== Aim of the exercise ==
Each line below should be repeated exactly as written, with no pictures carried over.
───── Task input ─────
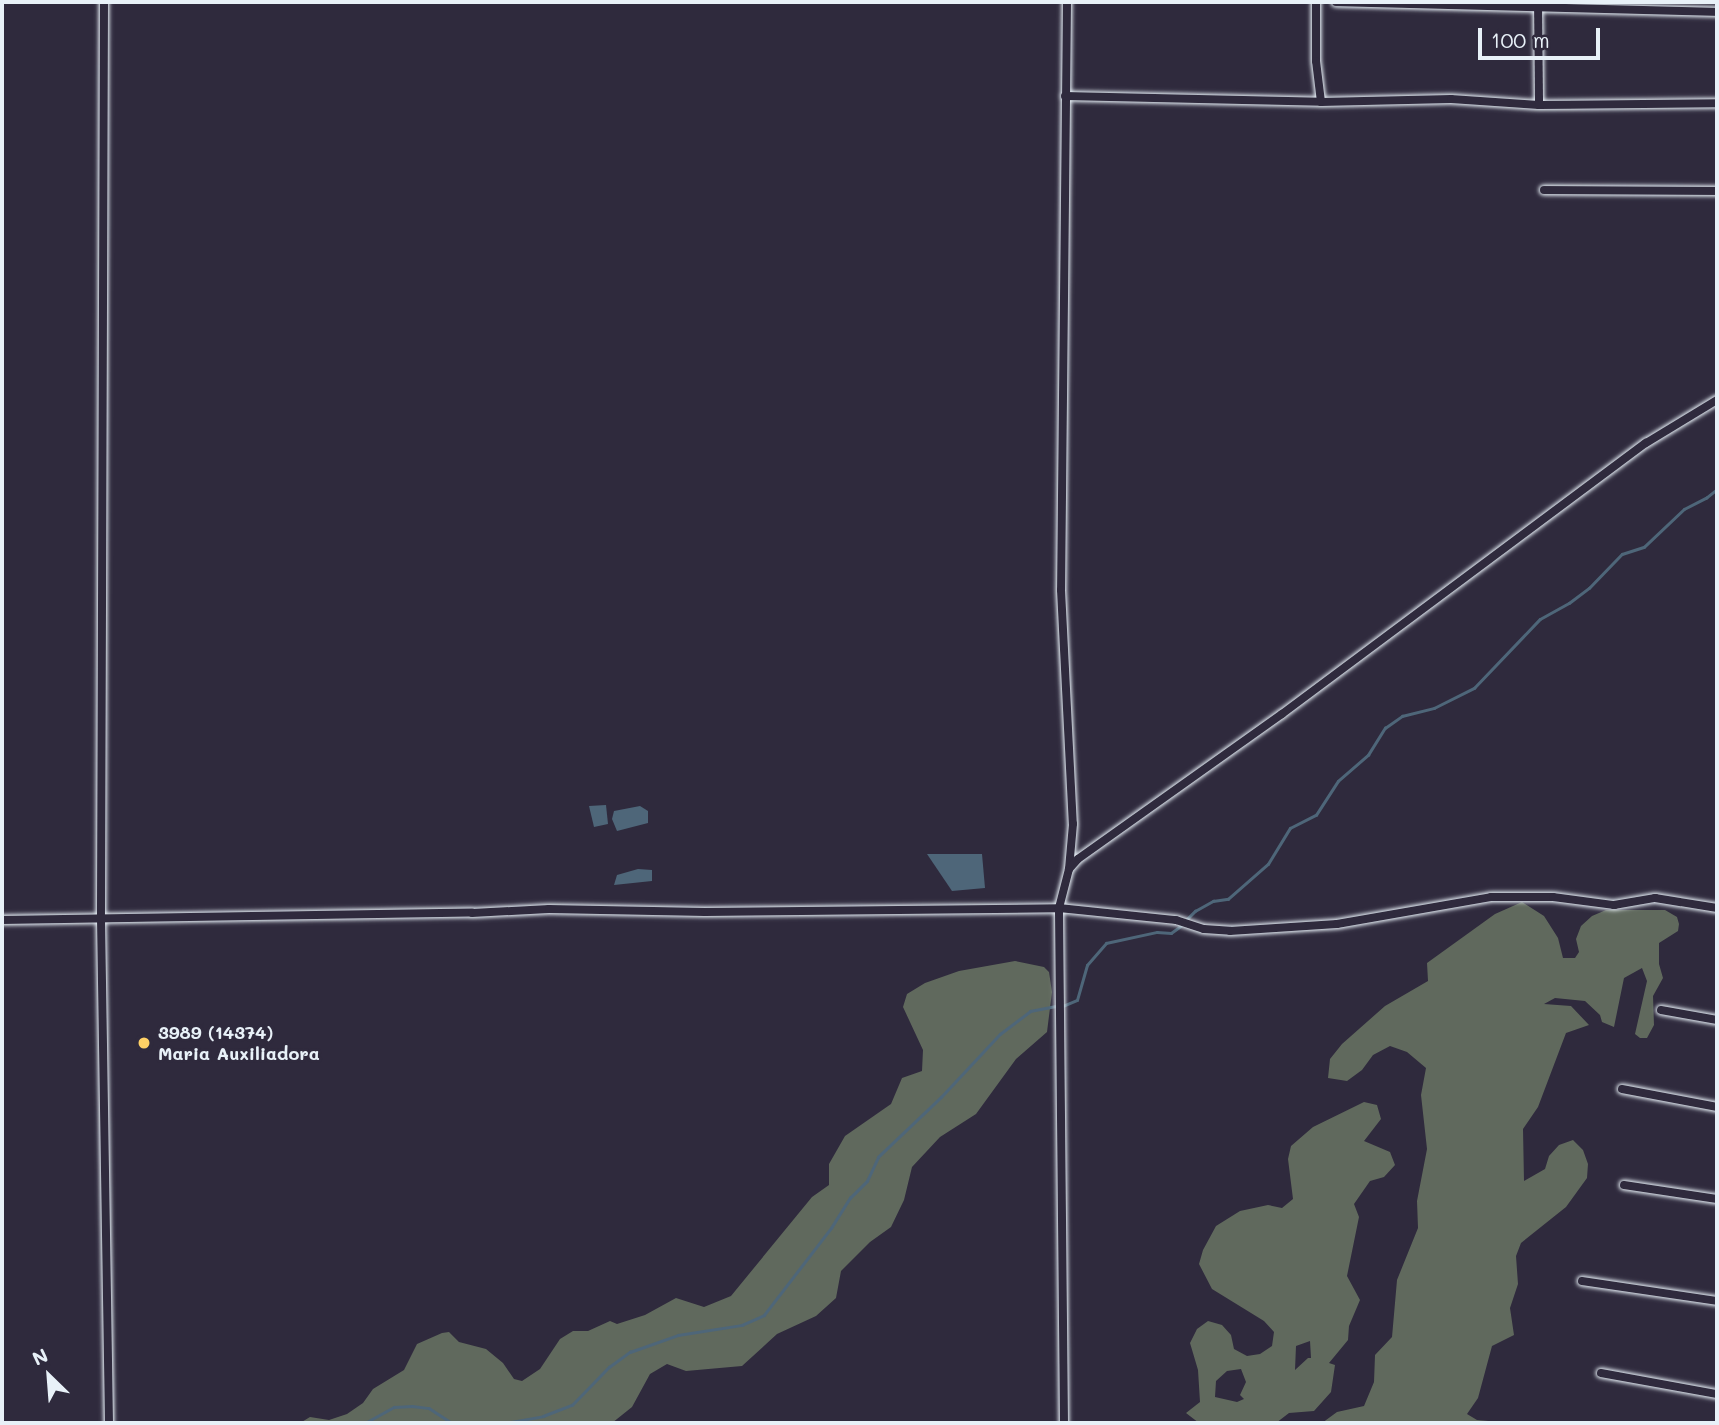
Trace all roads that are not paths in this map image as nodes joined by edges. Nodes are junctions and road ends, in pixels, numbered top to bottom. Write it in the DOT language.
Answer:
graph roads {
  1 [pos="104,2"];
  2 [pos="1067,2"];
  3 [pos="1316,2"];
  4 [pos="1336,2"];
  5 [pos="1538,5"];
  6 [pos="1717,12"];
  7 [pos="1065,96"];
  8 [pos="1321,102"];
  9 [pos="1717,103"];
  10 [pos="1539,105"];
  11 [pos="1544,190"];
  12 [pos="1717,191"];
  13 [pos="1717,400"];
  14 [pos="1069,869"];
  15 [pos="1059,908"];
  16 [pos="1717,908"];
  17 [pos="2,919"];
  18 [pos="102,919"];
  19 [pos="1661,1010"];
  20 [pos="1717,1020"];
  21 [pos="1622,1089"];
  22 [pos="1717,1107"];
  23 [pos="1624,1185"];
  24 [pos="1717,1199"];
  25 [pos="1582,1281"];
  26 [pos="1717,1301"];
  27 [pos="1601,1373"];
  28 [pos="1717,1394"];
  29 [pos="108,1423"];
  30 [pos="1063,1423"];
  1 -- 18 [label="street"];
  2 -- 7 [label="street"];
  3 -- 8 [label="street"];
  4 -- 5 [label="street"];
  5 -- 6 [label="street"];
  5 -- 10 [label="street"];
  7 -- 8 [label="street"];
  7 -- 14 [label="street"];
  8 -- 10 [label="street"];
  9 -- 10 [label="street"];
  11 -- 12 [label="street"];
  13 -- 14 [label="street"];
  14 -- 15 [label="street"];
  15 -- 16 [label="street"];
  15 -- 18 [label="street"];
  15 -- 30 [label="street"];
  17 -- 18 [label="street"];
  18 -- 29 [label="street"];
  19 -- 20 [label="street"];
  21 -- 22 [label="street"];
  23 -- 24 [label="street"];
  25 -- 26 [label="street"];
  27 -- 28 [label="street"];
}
─────
== The answer ==
Trace all roads that are not paths in this map image as nodes joined by edges. Nodes are junctions and road ends, in pixels, numbered top to bottom. Write it in the DOT language.
Answer:
graph roads {
  1 [pos="104,2"];
  2 [pos="1067,2"];
  3 [pos="1316,2"];
  4 [pos="1336,2"];
  5 [pos="1538,5"];
  6 [pos="1717,12"];
  7 [pos="1065,96"];
  8 [pos="1321,102"];
  9 [pos="1717,103"];
  10 [pos="1539,105"];
  11 [pos="1544,190"];
  12 [pos="1717,191"];
  13 [pos="1717,400"];
  14 [pos="1069,869"];
  15 [pos="1059,908"];
  16 [pos="1717,908"];
  17 [pos="2,919"];
  18 [pos="102,919"];
  19 [pos="1661,1010"];
  20 [pos="1717,1020"];
  21 [pos="1622,1089"];
  22 [pos="1717,1107"];
  23 [pos="1624,1185"];
  24 [pos="1717,1199"];
  25 [pos="1582,1281"];
  26 [pos="1717,1301"];
  27 [pos="1601,1373"];
  28 [pos="1717,1394"];
  29 [pos="108,1423"];
  30 [pos="1063,1423"];
  1 -- 18 [label="street"];
  2 -- 7 [label="street"];
  3 -- 8 [label="street"];
  4 -- 5 [label="street"];
  5 -- 6 [label="street"];
  5 -- 10 [label="street"];
  7 -- 8 [label="street"];
  7 -- 14 [label="street"];
  8 -- 10 [label="street"];
  9 -- 10 [label="street"];
  11 -- 12 [label="street"];
  13 -- 14 [label="street"];
  14 -- 15 [label="street"];
  15 -- 16 [label="street"];
  15 -- 18 [label="street"];
  15 -- 30 [label="street"];
  17 -- 18 [label="street"];
  18 -- 29 [label="street"];
  19 -- 20 [label="street"];
  21 -- 22 [label="street"];
  23 -- 24 [label="street"];
  25 -- 26 [label="street"];
  27 -- 28 [label="street"];
}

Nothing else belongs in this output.